What projects have you got in the pipeline?

The next film is going to be War of the God Monsters, which is a Japanese kaiju film. We’ve also got a friend, Tom Vincent, who works at Aardman and is a big kaiju fan, to introduce the film to give it some context. We always try to introduce the film with some knowledge of the film so the audience can truly understand what they’re watching. It’s usually me who does this but luckily Tom has agreed to do it for this month!

We’ve also got Greg Sestero, who wrote The Disaster Artist coming to Bristol next month. We know Greg quite well, he comes every couple of years, so that’s one of our next events at the Watershed. We’ll be doing a screening of The Room and he’s directed his first film, a disaster film, Miracle Valley, so we’ll also be showing that as well.

Do you find that other projects have stemmed from Bristol Bad Film Club?

We have actually launched a festival in May called the Forbidden Worlds Film Festival. We’re doing it at the IMAX screen at the Aquarium and it will be twelve films over two and a half days. We’re tying it into the anniversary of 20th Century Flicks, which is Bristol’s last video shop.

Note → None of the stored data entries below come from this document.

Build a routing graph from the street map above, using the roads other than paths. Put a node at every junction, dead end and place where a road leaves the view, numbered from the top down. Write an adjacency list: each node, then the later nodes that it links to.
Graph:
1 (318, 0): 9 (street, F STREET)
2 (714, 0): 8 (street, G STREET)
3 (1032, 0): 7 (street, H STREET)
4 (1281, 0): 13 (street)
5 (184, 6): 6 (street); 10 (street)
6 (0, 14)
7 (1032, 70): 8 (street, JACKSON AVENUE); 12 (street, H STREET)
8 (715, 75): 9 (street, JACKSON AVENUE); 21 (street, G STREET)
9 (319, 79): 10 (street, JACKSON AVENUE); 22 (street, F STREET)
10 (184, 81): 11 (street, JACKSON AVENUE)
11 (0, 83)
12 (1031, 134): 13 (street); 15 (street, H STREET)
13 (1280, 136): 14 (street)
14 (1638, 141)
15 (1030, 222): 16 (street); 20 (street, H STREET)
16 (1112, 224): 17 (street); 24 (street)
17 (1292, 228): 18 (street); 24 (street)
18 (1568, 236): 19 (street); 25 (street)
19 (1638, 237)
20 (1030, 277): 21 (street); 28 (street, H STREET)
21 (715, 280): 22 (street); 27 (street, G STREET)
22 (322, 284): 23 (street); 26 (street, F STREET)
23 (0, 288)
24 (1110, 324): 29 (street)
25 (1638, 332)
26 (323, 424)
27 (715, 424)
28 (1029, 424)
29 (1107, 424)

We have a couple of the big films from 1982 such as Blade Runner and Mad Max 2 to appeal to the more sophisticated viewer. Then we have films like Basket Case, The Challenge and Dracula as it will be the anniversary of Christopher Lee being born. We also have one talk which is going to be on the history of 3D cinema and we’ve got a few requests out for guests which might be coming, but I have to keep that quiet for now!

We’re hoping it will be a yearly thing and if we can prove that the IMAX screen is a viable venue because at the moment all of their equipment is broken, then we can get funding.